Emergency restrictions put in place to curb the spread of the coronavirus forced restaurants and bars to switch to take-out and delivery models since late-March. Owners dealt with a significant drop in revenue and were forced to lay off thousands of workers.

The city began to ease restrictions in June as the number of cases dropped and last week restaurants and bars were allowed to start outdoor service. While that has helped, Rigie said that most of the extra funds generated from outdoors sales immediately went to rent and other expenses.

And as the number of people infected with coronavirus began spiking in other states around the country, Gov.

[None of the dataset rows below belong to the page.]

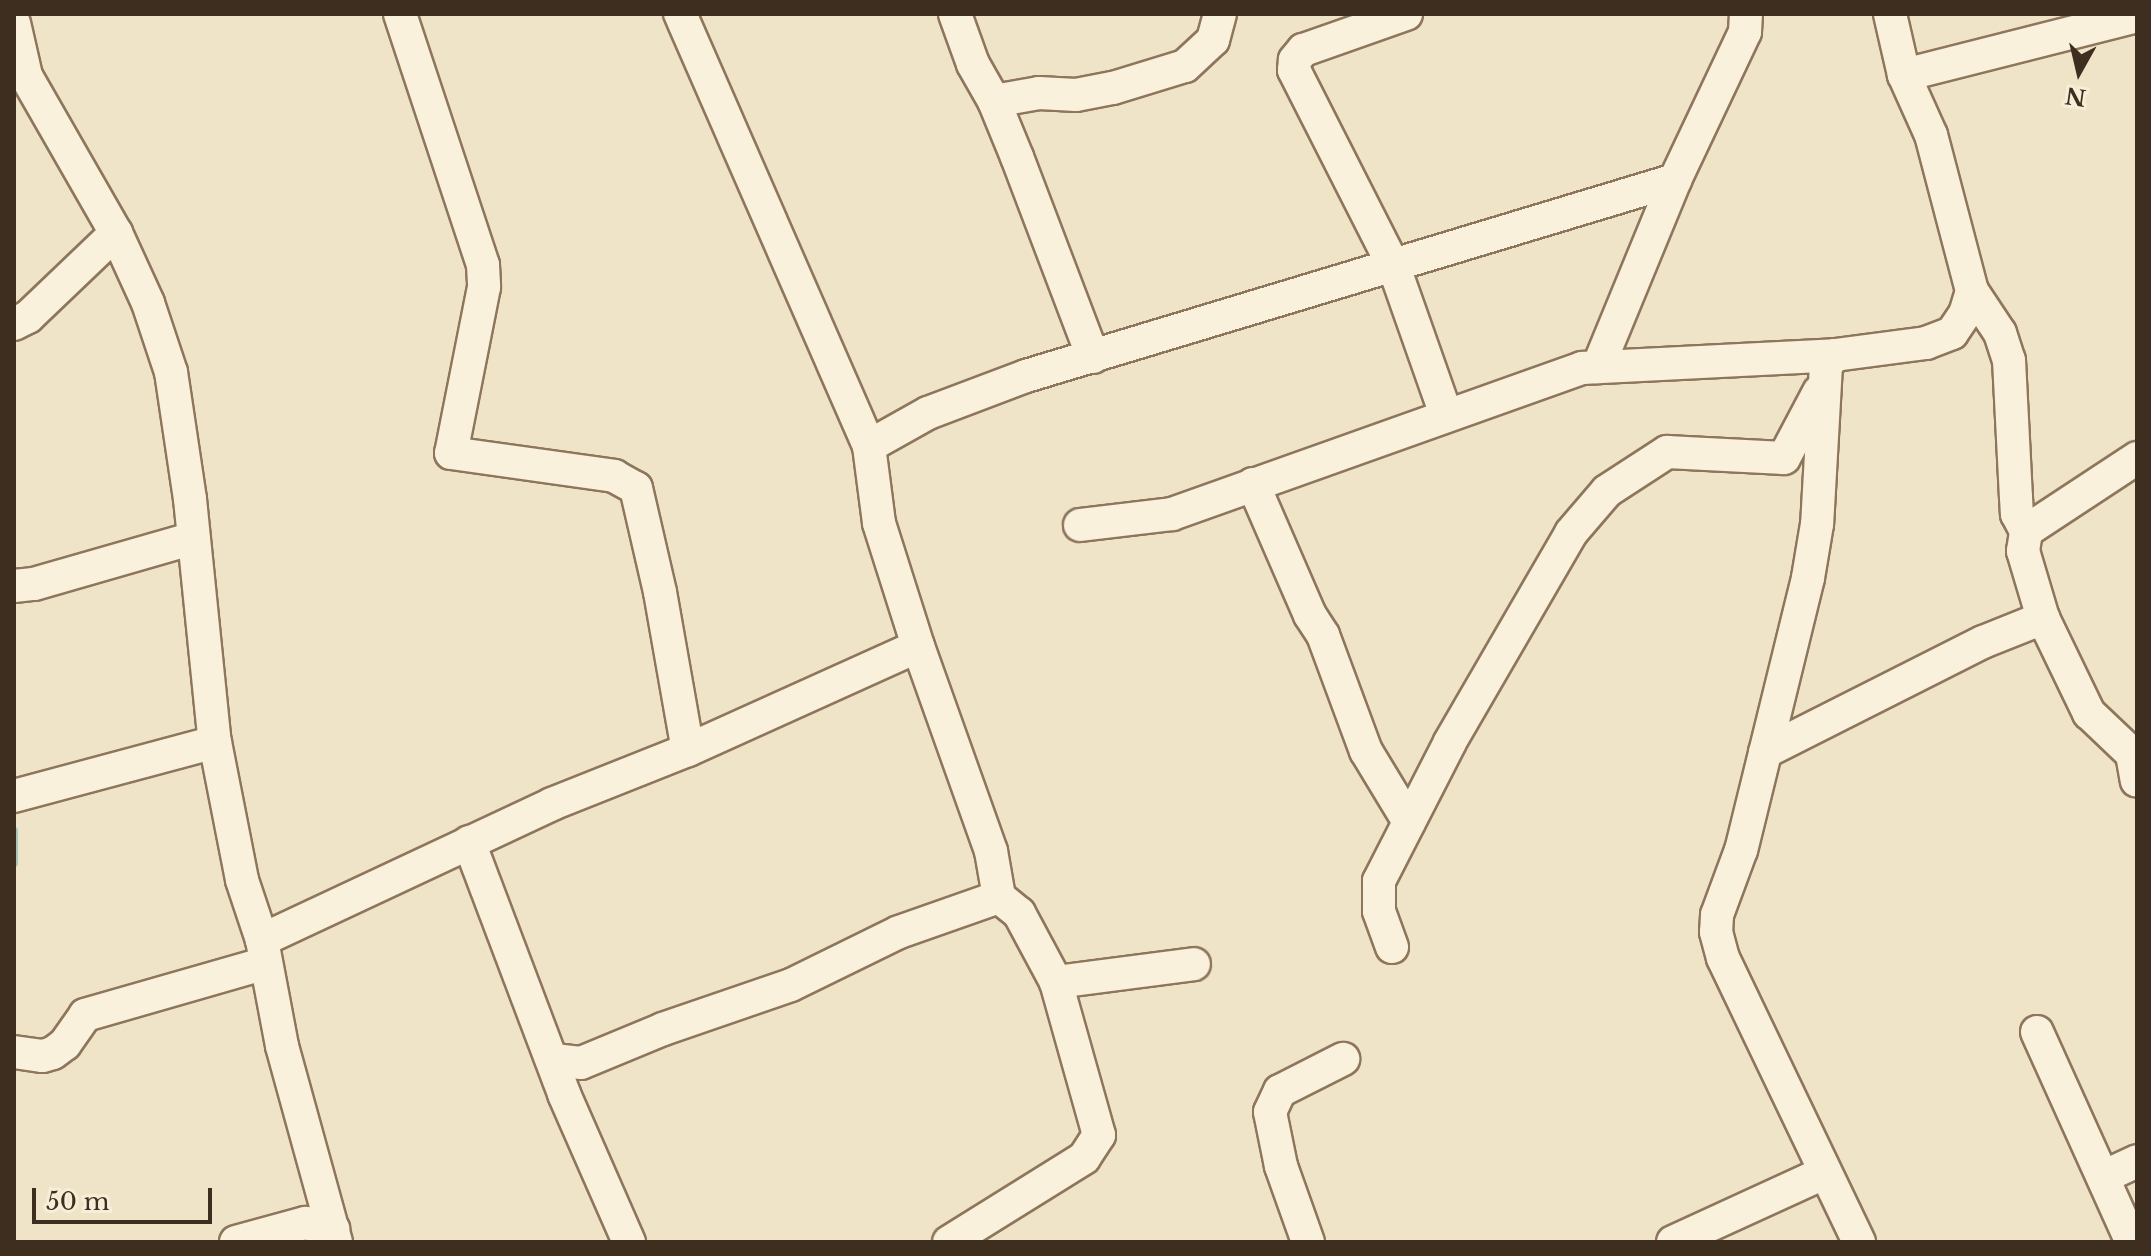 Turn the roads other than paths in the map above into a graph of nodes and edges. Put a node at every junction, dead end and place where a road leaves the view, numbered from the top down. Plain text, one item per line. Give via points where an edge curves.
1 (400, 14) edge
2 (680, 14) edge
3 (955, 14) edge
4 (1220, 14) edge
5 (1406, 14) edge
6 (1746, 14) edge
7 (1890, 14) edge
8 (2137, 16) edge
9 (14, 23) edge
10 (1904, 75) junction
11 (20, 78) edge
12 (994, 101) junction
13 (1675, 180) junction
14 (116, 233) junction
15 (1394, 267) junction
16 (1972, 291) junction
17 (14, 324) edge
18 (1093, 357) junction
19 (1598, 367) junction
20 (1830, 369) junction
21 (1446, 415) junction
22 (869, 446) junction
23 (2137, 458) edge
24 (1253, 484) junction
25 (1080, 525) dead end
26 (2026, 531) junction
27 (194, 538) junction
28 (14, 586) edge
29 (2043, 618) junction
30 (918, 646) junction
31 (215, 742) junction
32 (688, 750) junction
33 (1765, 752) junction
34 (2135, 762) edge
35 (14, 796) edge
36 (1409, 822) junction
37 (469, 842) junction
38 (999, 897) junction
39 (1392, 947) dead end
40 (264, 951) junction
41 (1194, 964) dead end
42 (1056, 982) junction
43 (2037, 1032) dead end
44 (14, 1052) edge
45 (1343, 1059) dead end
46 (568, 1061) junction
47 (2137, 1161) edge
48 (1824, 1173) junction
49 (2103, 1177) junction
50 (325, 1224) edge
51 (236, 1242) edge
52 (629, 1242) edge
53 (949, 1242) edge
54 (1308, 1242) edge
55 (1673, 1242) edge
56 (1859, 1242) edge
57 (2132, 1242) edge

1 - 32 street via 483,265 484,287 451,453 614,476 636,488
2 - 22 street
3 - 12 street via 973,64
4 - 12 street via 1213,40 1185,66 1088,93 1039,93
5 - 15 street via 1303,50 1294,70
6 - 13 street via 1745,32
7 - 10 street
8 - 10 street
9 - 11 street
10 - 16 street via 1931,135
11 - 14 street
12 - 18 street
13 - 15 street
13 - 19 street
14 - 17 street via 28,317
14 - 27 street via 148,303 171,372
15 - 18 street
15 - 21 street
16 - 20 street via 1952,333
16 - 26 street via 2000,333 2009,360 2017,514
18 - 22 street via 928,413
19 - 20 street
19 - 21 street
20 - 33 street via 1811,565
20 - 36 street via 1784,458 1667,452 1607,491 1571,533
21 - 24 street
22 - 30 street via 879,523
23 - 26 street
24 - 25 street via 1172,514
24 - 36 street via 1323,635 1366,751
26 - 29 street via 2023,551
27 - 28 street
27 - 31 street
29 - 33 street via 1983,642
29 - 34 street via 2089,713
30 - 32 street
30 - 38 street via 991,851
31 - 35 street
31 - 40 street via 242,880
32 - 37 street
33 - 48 street via 1716,932 1723,958
36 - 39 street via 1379,881 1379,911
37 - 40 street
37 - 46 street
38 - 42 street via 1019,913
38 - 46 street via 899,932 791,985
40 - 44 street via 85,1015 53,1053
40 - 50 street
41 - 42 street
42 - 53 street via 1099,1135 1084,1158
43 - 49 street
45 - 54 street via 1280,1091 1270,1112 1281,1166
46 - 52 street via 564,1094
47 - 49 street
48 - 55 street
48 - 56 street
49 - 57 street
50 - 51 street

Andrew Cuomo indefinitely postponed the return of indoor dining around the city this week, which was scheduled to start on July 6. Rigie said the move could cause more restaurants to permanently shutter.

Willimas said the return of indoor dining likely won’t be the shot in the arm for restaurants most people think it will be. He owns an eatery in New Haven, Ct., The Anchor Spa, which has been allowed to start indoor dining but the spot is still doing 30 percent of its pre-COVID-19 sales.

“We’re not back yet, we’re still struggling and indoor dining is not the end-all,” he said. “There’s still a lot of trepidation of being inside a small space.”

Plus, landlords and other debtors will think it’s business as usual once indoor dining returns and will come to collect debts, Williams said. And re-opening indoor seating too soon could be the death knell for many businesses if a second-wave hits.

“The only thing worse than delaying restaurants opening indoors is to have them re-open and then shut down shortly thereafter because of a spike of COVID cases,” Rigie said. “While there’s an urgency to start opening and generating revenue, there’s a great fear that it can result in a spike of coronavirus and that would further devastate the industry and make it more unlikely that these businesses will ever recover.”

What would be a bigger help than returning indoor dining for owners would be for the government to step in with either rent subsidies, deferrals or other methods to keep restaurants alive, Rigie said.

“We need all levels of government, the banks, the landlords and the commercial tenants to come together and figure out how to deal with this situation,” he said. “We just can’t keep ignoring it.”

Another form of relief would be to extend take-out and delivery alcohol sales along with the cap of third-party delivery fees implemented during the pandemic until months after the epidemic finally wanes, Williams said.

“Everything is uncertain right now, we don’t know if there’s going to be another wave,” he said. “That’s why I really hope that our elected officials will make some of the things that they’ve given us more permanent. Running your business in a total state of insecurity, where you don’t know what’s going to happen, is not a way to run your business.”